Market Analyzer

Project URL: https://github.com/bgcodehub/stock-market-predictor

Stock Market Prediction Using RandomForestClassifier

This project is about predicting the stock market prices using RandomForestClassifier from sklearn. We use the S&P 500 stock market data from Yahoo Finance.

Data

The data used in this project is obtained from Yahoo Finance using the yfinance package. We fetch the historical data of S&P 500 and store it in a CSV file. The data includes the following features:
  • Open
  • High
  • Low
  • Close
  • Volume

Project Overview

The project starts by preparing the data for analysis.
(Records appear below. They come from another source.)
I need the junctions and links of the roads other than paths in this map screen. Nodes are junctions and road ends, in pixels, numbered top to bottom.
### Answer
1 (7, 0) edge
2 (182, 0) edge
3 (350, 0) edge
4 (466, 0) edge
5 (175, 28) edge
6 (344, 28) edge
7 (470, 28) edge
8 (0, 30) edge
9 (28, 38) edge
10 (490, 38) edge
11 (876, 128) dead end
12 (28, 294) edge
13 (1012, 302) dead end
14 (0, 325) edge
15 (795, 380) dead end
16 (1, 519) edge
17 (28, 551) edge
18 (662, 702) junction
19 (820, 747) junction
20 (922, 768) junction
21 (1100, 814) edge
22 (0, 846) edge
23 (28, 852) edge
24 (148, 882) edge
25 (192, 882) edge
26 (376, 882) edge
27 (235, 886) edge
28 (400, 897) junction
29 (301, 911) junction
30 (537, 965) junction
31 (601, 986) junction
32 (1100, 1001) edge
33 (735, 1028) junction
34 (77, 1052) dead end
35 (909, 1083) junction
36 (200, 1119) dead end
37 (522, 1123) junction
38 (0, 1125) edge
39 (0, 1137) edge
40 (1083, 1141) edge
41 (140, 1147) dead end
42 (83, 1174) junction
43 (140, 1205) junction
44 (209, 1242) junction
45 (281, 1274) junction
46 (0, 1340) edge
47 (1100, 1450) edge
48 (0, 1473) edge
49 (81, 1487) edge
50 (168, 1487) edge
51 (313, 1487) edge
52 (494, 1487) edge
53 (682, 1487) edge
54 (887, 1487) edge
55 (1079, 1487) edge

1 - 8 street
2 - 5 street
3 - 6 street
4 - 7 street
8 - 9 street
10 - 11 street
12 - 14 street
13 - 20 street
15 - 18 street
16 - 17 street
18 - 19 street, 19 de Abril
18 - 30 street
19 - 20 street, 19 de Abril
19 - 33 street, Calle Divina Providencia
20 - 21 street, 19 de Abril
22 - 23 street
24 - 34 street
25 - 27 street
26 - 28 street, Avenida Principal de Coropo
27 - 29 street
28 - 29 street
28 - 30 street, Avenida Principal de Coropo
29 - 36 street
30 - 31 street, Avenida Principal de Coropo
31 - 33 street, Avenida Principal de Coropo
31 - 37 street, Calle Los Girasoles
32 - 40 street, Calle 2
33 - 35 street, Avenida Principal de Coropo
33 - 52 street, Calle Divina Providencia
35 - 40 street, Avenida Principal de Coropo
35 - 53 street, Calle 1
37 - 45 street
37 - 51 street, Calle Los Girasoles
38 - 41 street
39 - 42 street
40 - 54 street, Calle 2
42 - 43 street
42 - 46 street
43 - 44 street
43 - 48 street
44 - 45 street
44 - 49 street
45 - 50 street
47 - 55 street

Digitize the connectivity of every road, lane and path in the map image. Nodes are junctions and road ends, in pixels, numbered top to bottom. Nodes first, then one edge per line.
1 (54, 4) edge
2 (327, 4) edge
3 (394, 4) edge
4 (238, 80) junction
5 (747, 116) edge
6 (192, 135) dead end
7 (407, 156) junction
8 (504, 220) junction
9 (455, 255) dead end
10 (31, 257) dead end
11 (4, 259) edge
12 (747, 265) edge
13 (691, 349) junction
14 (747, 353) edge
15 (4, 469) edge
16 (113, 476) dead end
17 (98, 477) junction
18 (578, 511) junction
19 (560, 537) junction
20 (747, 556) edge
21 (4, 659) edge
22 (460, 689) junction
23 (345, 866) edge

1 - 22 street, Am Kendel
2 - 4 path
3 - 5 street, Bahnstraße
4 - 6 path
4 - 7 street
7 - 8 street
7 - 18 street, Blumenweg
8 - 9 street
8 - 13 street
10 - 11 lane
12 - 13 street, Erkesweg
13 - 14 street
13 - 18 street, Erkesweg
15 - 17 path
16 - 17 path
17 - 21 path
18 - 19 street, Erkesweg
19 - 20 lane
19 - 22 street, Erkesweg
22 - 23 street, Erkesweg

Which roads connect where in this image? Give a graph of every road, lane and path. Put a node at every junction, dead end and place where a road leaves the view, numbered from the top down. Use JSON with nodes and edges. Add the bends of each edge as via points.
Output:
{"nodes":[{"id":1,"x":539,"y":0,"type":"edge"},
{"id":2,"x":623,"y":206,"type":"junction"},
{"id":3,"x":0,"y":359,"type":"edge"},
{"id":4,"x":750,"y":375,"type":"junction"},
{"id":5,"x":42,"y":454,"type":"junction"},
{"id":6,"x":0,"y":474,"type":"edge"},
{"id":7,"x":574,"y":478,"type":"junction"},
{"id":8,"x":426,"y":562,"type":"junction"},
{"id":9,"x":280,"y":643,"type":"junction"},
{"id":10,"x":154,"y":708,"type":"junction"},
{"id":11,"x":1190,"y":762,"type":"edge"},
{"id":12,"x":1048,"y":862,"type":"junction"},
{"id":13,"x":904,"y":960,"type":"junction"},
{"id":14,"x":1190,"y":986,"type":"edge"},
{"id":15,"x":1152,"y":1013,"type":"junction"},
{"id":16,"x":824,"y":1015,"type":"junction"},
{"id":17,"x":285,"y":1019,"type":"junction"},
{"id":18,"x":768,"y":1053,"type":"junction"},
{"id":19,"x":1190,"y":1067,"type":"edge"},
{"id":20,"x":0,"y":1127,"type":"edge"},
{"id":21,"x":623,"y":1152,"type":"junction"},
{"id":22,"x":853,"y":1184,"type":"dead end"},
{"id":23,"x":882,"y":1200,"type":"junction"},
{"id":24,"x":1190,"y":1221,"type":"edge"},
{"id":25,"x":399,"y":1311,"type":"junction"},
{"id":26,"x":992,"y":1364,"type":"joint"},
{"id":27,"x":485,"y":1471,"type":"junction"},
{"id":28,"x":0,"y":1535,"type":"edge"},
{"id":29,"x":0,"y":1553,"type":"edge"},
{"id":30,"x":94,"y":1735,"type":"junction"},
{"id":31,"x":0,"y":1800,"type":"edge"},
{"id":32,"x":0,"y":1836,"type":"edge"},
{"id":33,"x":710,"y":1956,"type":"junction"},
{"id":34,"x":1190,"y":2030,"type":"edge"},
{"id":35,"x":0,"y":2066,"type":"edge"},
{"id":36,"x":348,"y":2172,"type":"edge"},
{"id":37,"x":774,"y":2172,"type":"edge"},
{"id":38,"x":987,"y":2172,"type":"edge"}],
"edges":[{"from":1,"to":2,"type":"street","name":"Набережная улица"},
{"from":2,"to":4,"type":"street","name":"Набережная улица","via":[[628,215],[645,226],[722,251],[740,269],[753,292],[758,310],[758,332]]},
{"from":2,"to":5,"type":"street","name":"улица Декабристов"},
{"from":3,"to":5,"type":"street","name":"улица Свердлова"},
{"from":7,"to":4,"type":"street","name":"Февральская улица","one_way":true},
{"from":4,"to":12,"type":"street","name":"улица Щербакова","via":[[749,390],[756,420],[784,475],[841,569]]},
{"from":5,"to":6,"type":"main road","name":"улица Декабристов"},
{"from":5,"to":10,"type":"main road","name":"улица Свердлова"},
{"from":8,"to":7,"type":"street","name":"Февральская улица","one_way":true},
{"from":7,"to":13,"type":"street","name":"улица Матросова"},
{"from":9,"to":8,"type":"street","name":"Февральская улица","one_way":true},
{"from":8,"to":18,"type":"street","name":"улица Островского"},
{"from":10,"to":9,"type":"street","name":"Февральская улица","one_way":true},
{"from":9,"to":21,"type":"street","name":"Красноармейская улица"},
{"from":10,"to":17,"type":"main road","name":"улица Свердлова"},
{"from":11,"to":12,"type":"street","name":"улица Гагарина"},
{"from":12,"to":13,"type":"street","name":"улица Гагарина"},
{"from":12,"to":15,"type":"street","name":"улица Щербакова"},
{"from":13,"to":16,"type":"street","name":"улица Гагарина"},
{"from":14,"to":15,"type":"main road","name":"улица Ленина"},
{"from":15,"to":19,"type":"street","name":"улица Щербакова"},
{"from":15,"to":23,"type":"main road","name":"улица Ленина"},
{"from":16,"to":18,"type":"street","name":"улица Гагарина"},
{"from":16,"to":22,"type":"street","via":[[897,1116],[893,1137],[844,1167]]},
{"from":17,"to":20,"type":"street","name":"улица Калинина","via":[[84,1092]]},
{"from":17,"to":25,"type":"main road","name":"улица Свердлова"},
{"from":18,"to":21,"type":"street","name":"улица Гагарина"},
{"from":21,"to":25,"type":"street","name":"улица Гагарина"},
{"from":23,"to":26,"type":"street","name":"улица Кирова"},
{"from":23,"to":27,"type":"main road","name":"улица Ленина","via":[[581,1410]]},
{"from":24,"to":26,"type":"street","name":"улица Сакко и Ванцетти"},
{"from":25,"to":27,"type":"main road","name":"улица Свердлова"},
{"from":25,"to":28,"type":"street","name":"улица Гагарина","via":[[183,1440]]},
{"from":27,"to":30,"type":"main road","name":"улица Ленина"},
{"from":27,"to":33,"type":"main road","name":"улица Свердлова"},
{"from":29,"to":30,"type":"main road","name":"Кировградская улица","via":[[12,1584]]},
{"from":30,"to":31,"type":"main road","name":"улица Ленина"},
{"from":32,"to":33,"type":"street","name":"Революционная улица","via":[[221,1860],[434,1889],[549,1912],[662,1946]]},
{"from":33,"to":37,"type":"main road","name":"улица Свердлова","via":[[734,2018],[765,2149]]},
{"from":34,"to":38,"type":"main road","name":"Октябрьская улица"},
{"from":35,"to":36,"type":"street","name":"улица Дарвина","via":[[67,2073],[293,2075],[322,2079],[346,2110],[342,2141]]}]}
This involves deleting the 'Dividends' and 'Stock Splits' columns and adding a 'Tomorrow' column which is simply the 'Close' price shifted by one day. We also add a 'Target' column which indicates whether the closing price of the stock increased or decreased on the next day. We then proceed to train our RandomForestClassifier model on the data, and test it to obtain a precision score. The model is trained and tested multiple times using a backtest strategy. Furthermore, we also include a few extra features in our model such as rolling averages and trends for various horizons. This improves the precision score of our model.

Model

The machine learning model used in this project is RandomForestClassifier from sklearn. It is chosen for its ability to handle high dimensional spaces and multicollinearity in an efficient way.

Results

The model shows a decent precision score and can predict the direction of the S&P 500 index with around 57% accuracy. This is significantly better than random guessing.